>>>
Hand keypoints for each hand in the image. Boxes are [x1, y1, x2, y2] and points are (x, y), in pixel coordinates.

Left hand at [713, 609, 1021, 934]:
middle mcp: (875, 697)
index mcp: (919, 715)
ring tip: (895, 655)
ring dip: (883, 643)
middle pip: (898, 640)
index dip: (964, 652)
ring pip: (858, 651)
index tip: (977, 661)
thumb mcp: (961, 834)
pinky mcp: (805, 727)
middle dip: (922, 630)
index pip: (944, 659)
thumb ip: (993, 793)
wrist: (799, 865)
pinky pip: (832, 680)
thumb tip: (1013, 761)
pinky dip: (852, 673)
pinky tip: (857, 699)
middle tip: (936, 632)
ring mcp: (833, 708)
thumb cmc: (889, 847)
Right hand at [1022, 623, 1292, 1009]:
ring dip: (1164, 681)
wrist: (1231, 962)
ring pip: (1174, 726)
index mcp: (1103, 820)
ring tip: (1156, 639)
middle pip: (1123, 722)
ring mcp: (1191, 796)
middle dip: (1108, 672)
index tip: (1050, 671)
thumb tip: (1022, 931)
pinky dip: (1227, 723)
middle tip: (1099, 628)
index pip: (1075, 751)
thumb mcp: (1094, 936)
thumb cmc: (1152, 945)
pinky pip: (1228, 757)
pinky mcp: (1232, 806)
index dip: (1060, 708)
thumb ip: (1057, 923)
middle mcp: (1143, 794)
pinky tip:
<<<
>>>
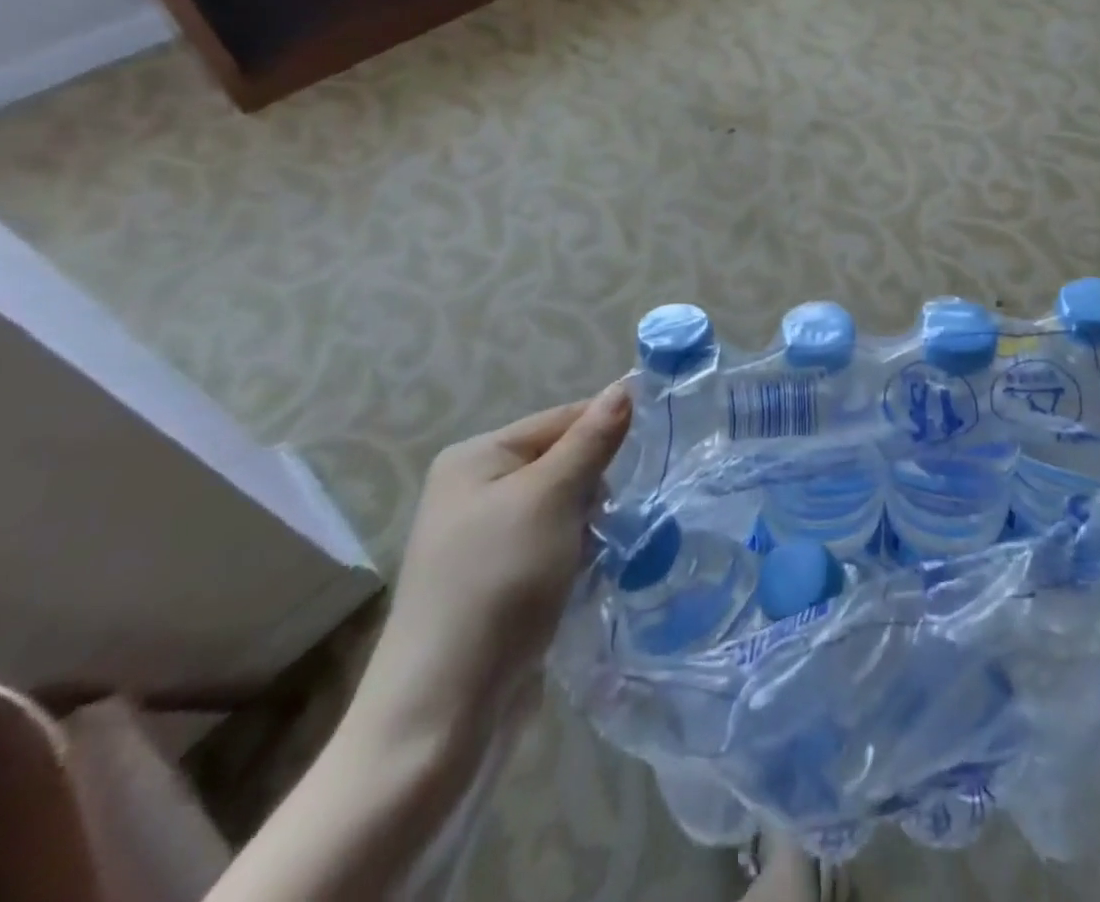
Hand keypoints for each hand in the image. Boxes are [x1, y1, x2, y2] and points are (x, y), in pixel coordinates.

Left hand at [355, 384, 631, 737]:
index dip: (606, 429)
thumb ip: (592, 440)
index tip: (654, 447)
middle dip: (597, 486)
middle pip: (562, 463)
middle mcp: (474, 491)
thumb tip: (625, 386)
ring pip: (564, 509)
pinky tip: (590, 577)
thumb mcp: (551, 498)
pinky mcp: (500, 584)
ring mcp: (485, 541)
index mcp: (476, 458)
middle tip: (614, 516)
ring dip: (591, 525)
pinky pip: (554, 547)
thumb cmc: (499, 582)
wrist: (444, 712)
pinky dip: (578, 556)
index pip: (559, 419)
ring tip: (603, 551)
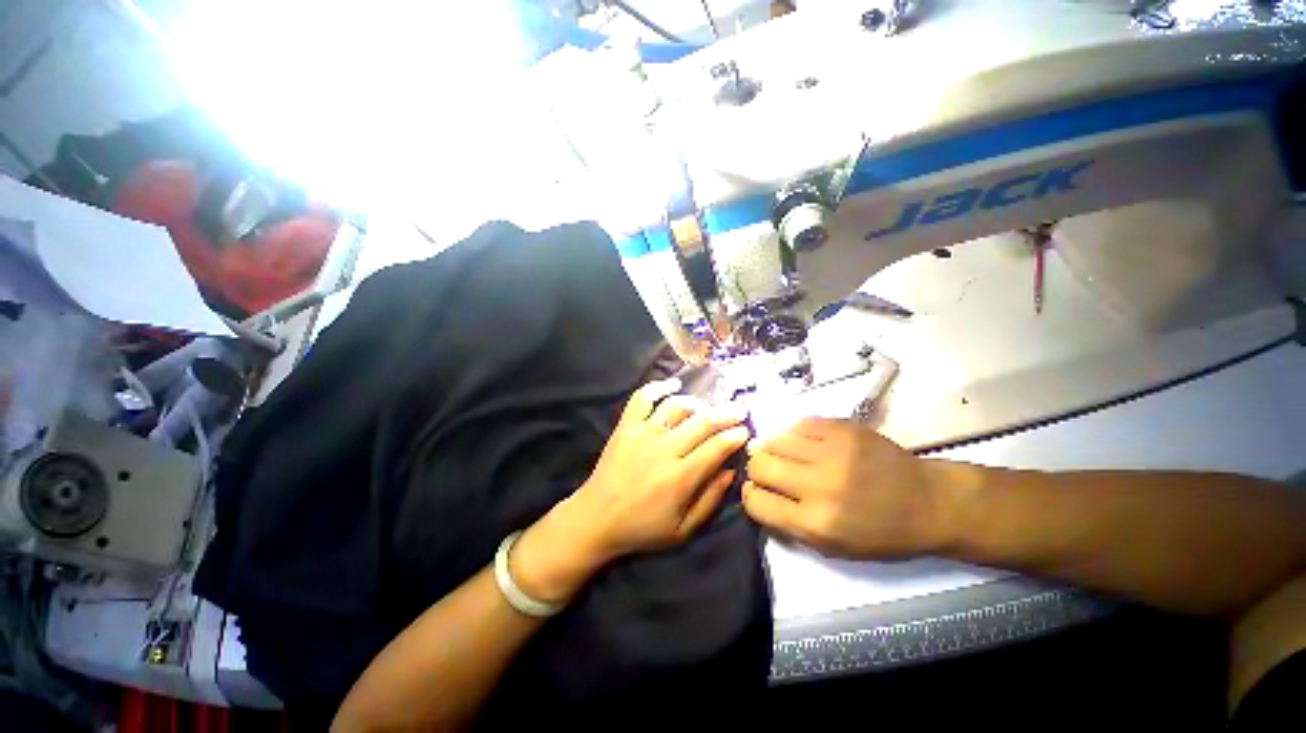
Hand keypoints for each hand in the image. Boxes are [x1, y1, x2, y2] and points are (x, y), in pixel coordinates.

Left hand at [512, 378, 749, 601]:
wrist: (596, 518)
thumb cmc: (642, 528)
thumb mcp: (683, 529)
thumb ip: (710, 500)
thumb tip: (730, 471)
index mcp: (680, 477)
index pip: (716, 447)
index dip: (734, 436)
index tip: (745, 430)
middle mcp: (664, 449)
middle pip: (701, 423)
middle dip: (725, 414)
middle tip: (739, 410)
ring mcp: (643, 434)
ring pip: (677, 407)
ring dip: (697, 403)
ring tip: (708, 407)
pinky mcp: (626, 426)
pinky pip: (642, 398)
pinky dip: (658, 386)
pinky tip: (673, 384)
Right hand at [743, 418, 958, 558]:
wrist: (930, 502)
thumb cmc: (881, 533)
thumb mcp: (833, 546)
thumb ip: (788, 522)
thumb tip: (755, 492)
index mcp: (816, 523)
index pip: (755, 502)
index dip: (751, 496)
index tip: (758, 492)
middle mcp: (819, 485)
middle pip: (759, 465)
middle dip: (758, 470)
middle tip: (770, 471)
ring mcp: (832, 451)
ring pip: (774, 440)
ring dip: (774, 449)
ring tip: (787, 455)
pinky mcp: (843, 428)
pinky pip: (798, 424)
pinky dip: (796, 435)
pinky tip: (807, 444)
<<<
Exercise directions: Look through the records above and please copy every line in which the string "Left" occurs.

Answer section:
Left hand at [713, 609, 1021, 934]:
Left hand at [355, 384, 631, 737]:
Left hand at [512, 378, 749, 601]:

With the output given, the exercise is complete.